Натэниел привез еще мои наручные ножны и серебряные ножи к ним. Их я собиралась оставить в машине, раз на мне короткие рукава. Слишком получился бы агрессивный наряд для полицейского участка.

Только недавно я заменила черные ножны, которые погибли в Нью-Мексико. Это был спецзаказ, и мучо экстра динеро пришлось потратить, чтобы ускорить работу, но дело того стоило. Больше нигде на теле я не могла носить ножи такого размера, чтобы можно было сесть и рукоятка не вылезла.

Мы ехали молча. Натэниел даже радио не включил, что он любил делать — редко он ездил в тишине, если мог включить музыку. Но сегодня он не стал.

Наконец я задала вопрос, на который все никак не было времени.

— Кто мне положил «дерринджер» в карман халата? — Сейчас «дерринджер» ехал в бардачке.

— Я.

— Спасибо.

— У тебя всегда на первом плане два дела: одеться и вооружиться. — Белозубая улыбка мелькнула в свете пролетевшего уличного фонаря. — Не знаю, что для тебя главнее.

Я тоже улыбнулась:

— И я не знаю.

— Как ты? — осторожно спросил он в тишине несущейся машины.

— Не хочу вдаваться.

— Ладно.

Он был один из немногих, кто верил моему первому слову и не продолжал напирать. Если я сказала Натэниелу, что не хочу разговаривать, то мы будем ехать молча. Эта тишина сейчас, честно говоря, была одним из самых приятных звуков за сегодняшний день.

Натэниел припарковался, и мы вышли. У меня была с собой лицензия истребителя, и почти весь здешний народ знал меня в лицо. Тут до меня дошло, что они считают меня мертвой. По дороге к дверям я сообразила, что надо было, наверное, позвонить заранее и обрадовать, но уже было поздно. Я уже была на ярд от двери.

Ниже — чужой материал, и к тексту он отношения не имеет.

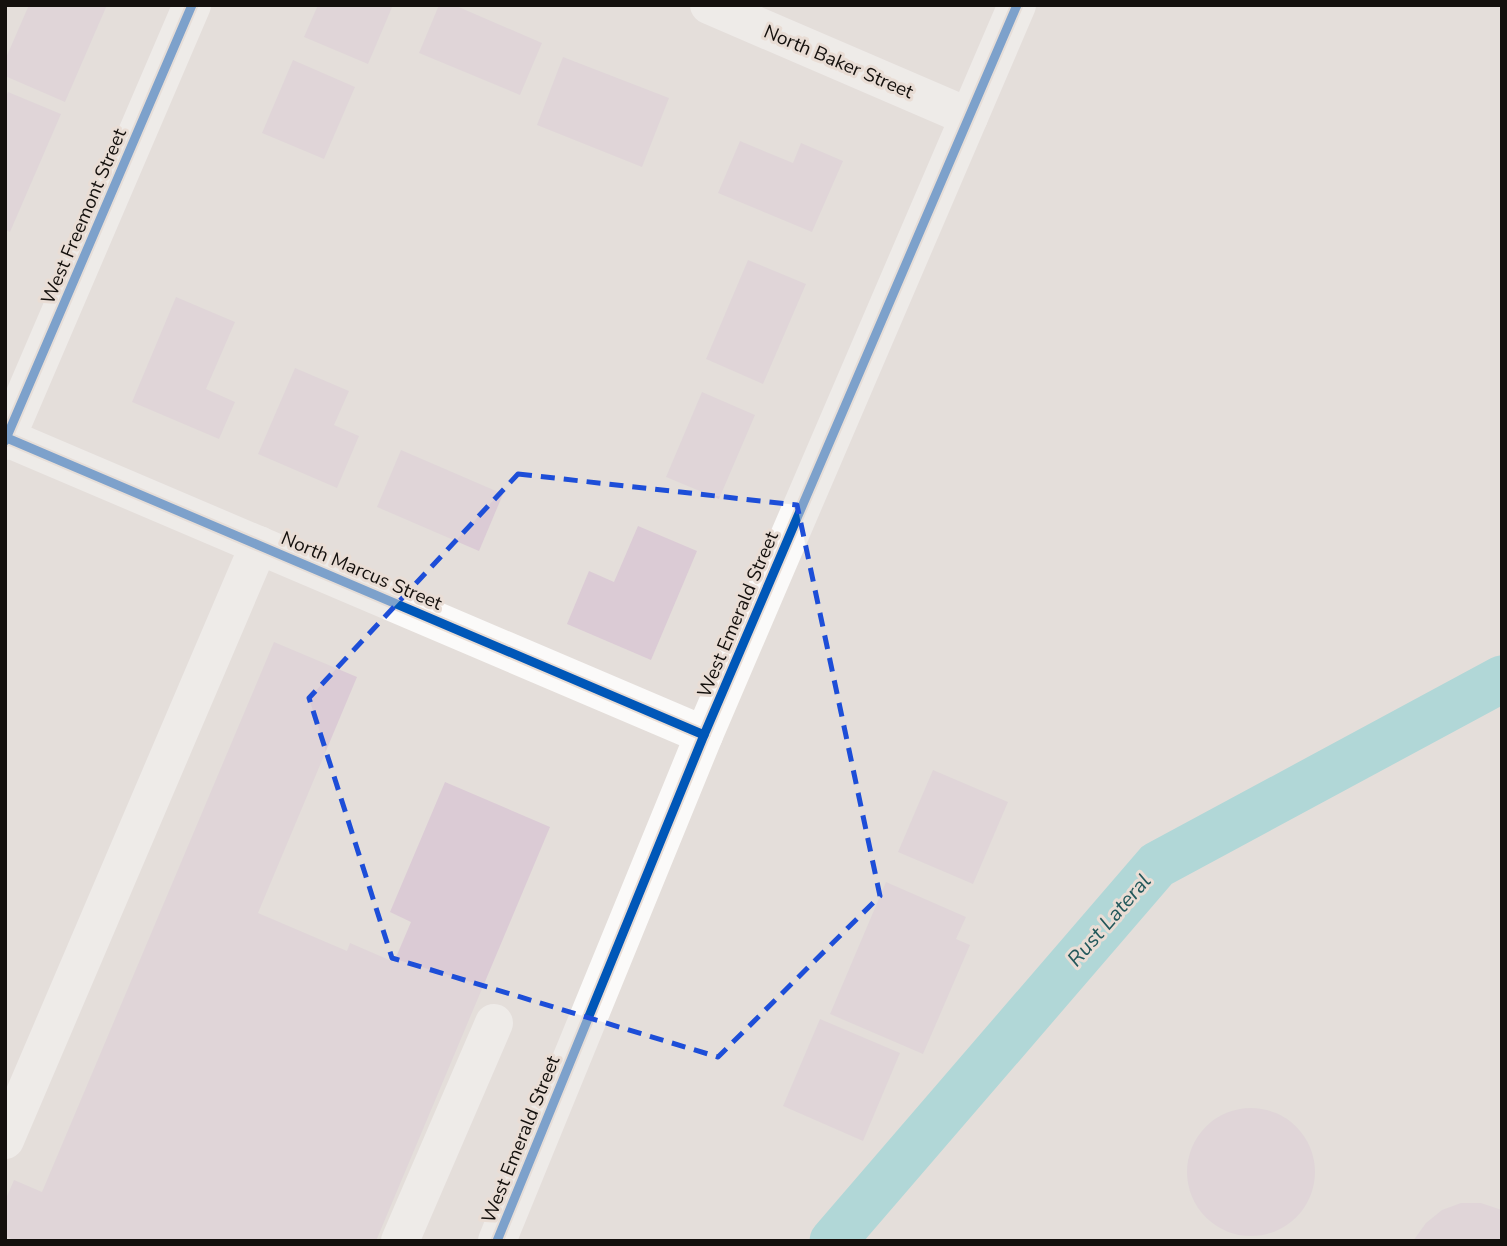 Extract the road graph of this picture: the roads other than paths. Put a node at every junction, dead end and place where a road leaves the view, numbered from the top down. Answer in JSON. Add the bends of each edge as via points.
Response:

Привычное зрелище интерьера, где я обычно проходила, махнув рукой в знак приветствия, но сегодня дежурный выкатил большие глаза и показал мне, чтобы проходила налево, не через металлодетектор. Однако при этом он взялся за телефон. Ручаться могу, что он звонил в отдел. Не каждый день видишь людей, вставших из могилы. То есть я-то вижу, но копы в большинстве своем — нет.

Я поднималась по лестнице в группу РГРПС, когда детектив Клайв Перри выглянул из дверей. Он был худощавый красивый афроамериканец, и самый неуклонно вежливый человек на этом свете. Он, увидев меня, действительно оступился и удержал себя от падения, лишь ухватившись за перила. Даже прислонился к стене, будто ноги его не держали. Вид у него был потрясенный — нет, испуганный.

— Анита! — сказал он с придыханием. Второй раз за все время нашего знакомства он назвал меня по имени. Я всегда была только миз Блейк.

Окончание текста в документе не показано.